■ DIRECTIONS
Every line of the material below must be repeated exactly.
----
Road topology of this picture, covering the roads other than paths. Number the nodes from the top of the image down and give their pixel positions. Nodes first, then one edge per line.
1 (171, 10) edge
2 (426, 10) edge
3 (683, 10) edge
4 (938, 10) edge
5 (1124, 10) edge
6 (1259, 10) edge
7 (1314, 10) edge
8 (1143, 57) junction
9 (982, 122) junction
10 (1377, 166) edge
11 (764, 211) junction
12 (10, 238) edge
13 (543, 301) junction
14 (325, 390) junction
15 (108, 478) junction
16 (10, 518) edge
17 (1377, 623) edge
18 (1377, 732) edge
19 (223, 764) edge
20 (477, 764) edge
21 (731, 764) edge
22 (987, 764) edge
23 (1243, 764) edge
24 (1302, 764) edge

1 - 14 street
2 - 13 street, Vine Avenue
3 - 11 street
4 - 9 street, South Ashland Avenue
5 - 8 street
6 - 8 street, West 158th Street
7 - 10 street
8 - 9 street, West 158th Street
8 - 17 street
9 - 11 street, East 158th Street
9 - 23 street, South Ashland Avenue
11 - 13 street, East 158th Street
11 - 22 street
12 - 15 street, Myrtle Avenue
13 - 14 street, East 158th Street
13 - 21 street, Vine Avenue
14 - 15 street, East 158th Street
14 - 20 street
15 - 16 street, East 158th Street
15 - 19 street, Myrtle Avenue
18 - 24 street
----
■ SOLUTION FOR THIS EXERCISE
Road topology of this picture, covering the roads other than paths. Number the nodes from the top of the image down and give their pixel positions. Nodes first, then one edge per line.
1 (171, 10) edge
2 (426, 10) edge
3 (683, 10) edge
4 (938, 10) edge
5 (1124, 10) edge
6 (1259, 10) edge
7 (1314, 10) edge
8 (1143, 57) junction
9 (982, 122) junction
10 (1377, 166) edge
11 (764, 211) junction
12 (10, 238) edge
13 (543, 301) junction
14 (325, 390) junction
15 (108, 478) junction
16 (10, 518) edge
17 (1377, 623) edge
18 (1377, 732) edge
19 (223, 764) edge
20 (477, 764) edge
21 (731, 764) edge
22 (987, 764) edge
23 (1243, 764) edge
24 (1302, 764) edge

1 - 14 street
2 - 13 street, Vine Avenue
3 - 11 street
4 - 9 street, South Ashland Avenue
5 - 8 street
6 - 8 street, West 158th Street
7 - 10 street
8 - 9 street, West 158th Street
8 - 17 street
9 - 11 street, East 158th Street
9 - 23 street, South Ashland Avenue
11 - 13 street, East 158th Street
11 - 22 street
12 - 15 street, Myrtle Avenue
13 - 14 street, East 158th Street
13 - 21 street, Vine Avenue
14 - 15 street, East 158th Street
14 - 20 street
15 - 16 street, East 158th Street
15 - 19 street, Myrtle Avenue
18 - 24 street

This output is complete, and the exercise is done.